[Stored items]
--- START ---
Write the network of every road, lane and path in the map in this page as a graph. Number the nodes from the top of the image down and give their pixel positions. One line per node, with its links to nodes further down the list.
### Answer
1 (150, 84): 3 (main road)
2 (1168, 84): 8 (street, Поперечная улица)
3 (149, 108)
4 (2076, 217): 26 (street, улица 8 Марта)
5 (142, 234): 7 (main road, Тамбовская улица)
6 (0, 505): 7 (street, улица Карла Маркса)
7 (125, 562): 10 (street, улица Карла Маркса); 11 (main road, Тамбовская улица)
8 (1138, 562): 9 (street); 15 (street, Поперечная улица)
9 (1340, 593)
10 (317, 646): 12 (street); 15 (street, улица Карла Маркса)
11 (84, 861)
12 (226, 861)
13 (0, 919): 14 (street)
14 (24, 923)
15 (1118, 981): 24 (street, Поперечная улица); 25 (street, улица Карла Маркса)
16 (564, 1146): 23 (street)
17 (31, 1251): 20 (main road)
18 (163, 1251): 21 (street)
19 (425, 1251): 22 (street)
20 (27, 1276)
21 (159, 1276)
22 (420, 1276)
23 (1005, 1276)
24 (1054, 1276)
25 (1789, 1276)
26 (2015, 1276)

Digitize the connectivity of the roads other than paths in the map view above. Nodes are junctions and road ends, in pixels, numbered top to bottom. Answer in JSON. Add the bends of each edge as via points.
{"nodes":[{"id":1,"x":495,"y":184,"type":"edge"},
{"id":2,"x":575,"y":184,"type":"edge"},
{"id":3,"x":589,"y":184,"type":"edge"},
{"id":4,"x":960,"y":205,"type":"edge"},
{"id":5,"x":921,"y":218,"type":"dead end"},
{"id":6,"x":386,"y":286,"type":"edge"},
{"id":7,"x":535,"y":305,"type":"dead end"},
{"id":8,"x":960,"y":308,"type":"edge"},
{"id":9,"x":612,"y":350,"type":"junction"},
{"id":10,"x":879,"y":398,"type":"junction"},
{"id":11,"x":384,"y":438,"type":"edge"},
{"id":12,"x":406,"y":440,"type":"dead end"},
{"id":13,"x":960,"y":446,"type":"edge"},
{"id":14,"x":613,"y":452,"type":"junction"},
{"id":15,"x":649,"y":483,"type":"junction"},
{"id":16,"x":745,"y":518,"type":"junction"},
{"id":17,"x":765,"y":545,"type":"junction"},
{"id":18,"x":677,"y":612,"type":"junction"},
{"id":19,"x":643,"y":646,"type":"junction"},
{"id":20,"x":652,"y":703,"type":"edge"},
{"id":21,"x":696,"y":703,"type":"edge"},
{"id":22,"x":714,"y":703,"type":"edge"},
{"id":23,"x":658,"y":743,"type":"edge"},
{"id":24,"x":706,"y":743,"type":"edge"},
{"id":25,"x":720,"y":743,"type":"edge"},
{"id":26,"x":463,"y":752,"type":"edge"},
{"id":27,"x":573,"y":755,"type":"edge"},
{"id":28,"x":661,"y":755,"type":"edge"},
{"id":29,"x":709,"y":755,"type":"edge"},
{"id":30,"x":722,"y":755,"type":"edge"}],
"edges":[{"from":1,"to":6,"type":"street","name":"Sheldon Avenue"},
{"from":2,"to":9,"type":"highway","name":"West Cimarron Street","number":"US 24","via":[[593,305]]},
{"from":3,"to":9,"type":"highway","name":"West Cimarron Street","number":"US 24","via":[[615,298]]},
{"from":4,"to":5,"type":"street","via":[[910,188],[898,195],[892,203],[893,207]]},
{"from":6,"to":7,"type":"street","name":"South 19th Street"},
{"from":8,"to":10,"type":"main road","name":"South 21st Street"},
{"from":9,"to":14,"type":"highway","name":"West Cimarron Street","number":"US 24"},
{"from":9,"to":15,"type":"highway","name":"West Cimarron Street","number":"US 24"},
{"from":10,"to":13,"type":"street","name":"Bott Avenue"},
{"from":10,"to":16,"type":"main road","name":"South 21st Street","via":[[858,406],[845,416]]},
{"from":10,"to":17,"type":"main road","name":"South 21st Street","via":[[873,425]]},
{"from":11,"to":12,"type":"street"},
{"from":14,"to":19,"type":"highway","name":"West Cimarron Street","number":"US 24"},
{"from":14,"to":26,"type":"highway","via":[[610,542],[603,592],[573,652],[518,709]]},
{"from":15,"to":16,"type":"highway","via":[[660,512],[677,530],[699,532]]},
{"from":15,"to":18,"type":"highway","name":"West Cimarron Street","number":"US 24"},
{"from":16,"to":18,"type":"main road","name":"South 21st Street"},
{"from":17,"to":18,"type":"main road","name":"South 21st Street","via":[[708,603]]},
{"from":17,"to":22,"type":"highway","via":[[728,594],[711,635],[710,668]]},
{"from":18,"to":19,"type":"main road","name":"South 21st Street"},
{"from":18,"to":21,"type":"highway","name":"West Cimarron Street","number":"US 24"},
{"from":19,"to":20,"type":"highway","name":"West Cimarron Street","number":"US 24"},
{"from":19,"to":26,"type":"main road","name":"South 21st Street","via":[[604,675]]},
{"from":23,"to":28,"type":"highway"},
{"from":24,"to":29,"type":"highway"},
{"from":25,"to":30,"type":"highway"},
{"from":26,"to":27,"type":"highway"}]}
--- END ---
**WORK ITEM**. Every record above needs to be restated exactly.

**SOLUTION FOR THIS TASK**.
Write the network of every road, lane and path in the map in this page as a graph. Number the nodes from the top of the image down and give their pixel positions. One line per node, with its links to nodes further down the list.
### Answer
1 (150, 84): 3 (main road)
2 (1168, 84): 8 (street, Поперечная улица)
3 (149, 108)
4 (2076, 217): 26 (street, улица 8 Марта)
5 (142, 234): 7 (main road, Тамбовская улица)
6 (0, 505): 7 (street, улица Карла Маркса)
7 (125, 562): 10 (street, улица Карла Маркса); 11 (main road, Тамбовская улица)
8 (1138, 562): 9 (street); 15 (street, Поперечная улица)
9 (1340, 593)
10 (317, 646): 12 (street); 15 (street, улица Карла Маркса)
11 (84, 861)
12 (226, 861)
13 (0, 919): 14 (street)
14 (24, 923)
15 (1118, 981): 24 (street, Поперечная улица); 25 (street, улица Карла Маркса)
16 (564, 1146): 23 (street)
17 (31, 1251): 20 (main road)
18 (163, 1251): 21 (street)
19 (425, 1251): 22 (street)
20 (27, 1276)
21 (159, 1276)
22 (420, 1276)
23 (1005, 1276)
24 (1054, 1276)
25 (1789, 1276)
26 (2015, 1276)

Digitize the connectivity of the roads other than paths in the map view above. Nodes are junctions and road ends, in pixels, numbered top to bottom. Answer in JSON. Add the bends of each edge as via points.
{"nodes":[{"id":1,"x":495,"y":184,"type":"edge"},
{"id":2,"x":575,"y":184,"type":"edge"},
{"id":3,"x":589,"y":184,"type":"edge"},
{"id":4,"x":960,"y":205,"type":"edge"},
{"id":5,"x":921,"y":218,"type":"dead end"},
{"id":6,"x":386,"y":286,"type":"edge"},
{"id":7,"x":535,"y":305,"type":"dead end"},
{"id":8,"x":960,"y":308,"type":"edge"},
{"id":9,"x":612,"y":350,"type":"junction"},
{"id":10,"x":879,"y":398,"type":"junction"},
{"id":11,"x":384,"y":438,"type":"edge"},
{"id":12,"x":406,"y":440,"type":"dead end"},
{"id":13,"x":960,"y":446,"type":"edge"},
{"id":14,"x":613,"y":452,"type":"junction"},
{"id":15,"x":649,"y":483,"type":"junction"},
{"id":16,"x":745,"y":518,"type":"junction"},
{"id":17,"x":765,"y":545,"type":"junction"},
{"id":18,"x":677,"y":612,"type":"junction"},
{"id":19,"x":643,"y":646,"type":"junction"},
{"id":20,"x":652,"y":703,"type":"edge"},
{"id":21,"x":696,"y":703,"type":"edge"},
{"id":22,"x":714,"y":703,"type":"edge"},
{"id":23,"x":658,"y":743,"type":"edge"},
{"id":24,"x":706,"y":743,"type":"edge"},
{"id":25,"x":720,"y":743,"type":"edge"},
{"id":26,"x":463,"y":752,"type":"edge"},
{"id":27,"x":573,"y":755,"type":"edge"},
{"id":28,"x":661,"y":755,"type":"edge"},
{"id":29,"x":709,"y":755,"type":"edge"},
{"id":30,"x":722,"y":755,"type":"edge"}],
"edges":[{"from":1,"to":6,"type":"street","name":"Sheldon Avenue"},
{"from":2,"to":9,"type":"highway","name":"West Cimarron Street","number":"US 24","via":[[593,305]]},
{"from":3,"to":9,"type":"highway","name":"West Cimarron Street","number":"US 24","via":[[615,298]]},
{"from":4,"to":5,"type":"street","via":[[910,188],[898,195],[892,203],[893,207]]},
{"from":6,"to":7,"type":"street","name":"South 19th Street"},
{"from":8,"to":10,"type":"main road","name":"South 21st Street"},
{"from":9,"to":14,"type":"highway","name":"West Cimarron Street","number":"US 24"},
{"from":9,"to":15,"type":"highway","name":"West Cimarron Street","number":"US 24"},
{"from":10,"to":13,"type":"street","name":"Bott Avenue"},
{"from":10,"to":16,"type":"main road","name":"South 21st Street","via":[[858,406],[845,416]]},
{"from":10,"to":17,"type":"main road","name":"South 21st Street","via":[[873,425]]},
{"from":11,"to":12,"type":"street"},
{"from":14,"to":19,"type":"highway","name":"West Cimarron Street","number":"US 24"},
{"from":14,"to":26,"type":"highway","via":[[610,542],[603,592],[573,652],[518,709]]},
{"from":15,"to":16,"type":"highway","via":[[660,512],[677,530],[699,532]]},
{"from":15,"to":18,"type":"highway","name":"West Cimarron Street","number":"US 24"},
{"from":16,"to":18,"type":"main road","name":"South 21st Street"},
{"from":17,"to":18,"type":"main road","name":"South 21st Street","via":[[708,603]]},
{"from":17,"to":22,"type":"highway","via":[[728,594],[711,635],[710,668]]},
{"from":18,"to":19,"type":"main road","name":"South 21st Street"},
{"from":18,"to":21,"type":"highway","name":"West Cimarron Street","number":"US 24"},
{"from":19,"to":20,"type":"highway","name":"West Cimarron Street","number":"US 24"},
{"from":19,"to":26,"type":"main road","name":"South 21st Street","via":[[604,675]]},
{"from":23,"to":28,"type":"highway"},
{"from":24,"to":29,"type":"highway"},
{"from":25,"to":30,"type":"highway"},
{"from":26,"to":27,"type":"highway"}]}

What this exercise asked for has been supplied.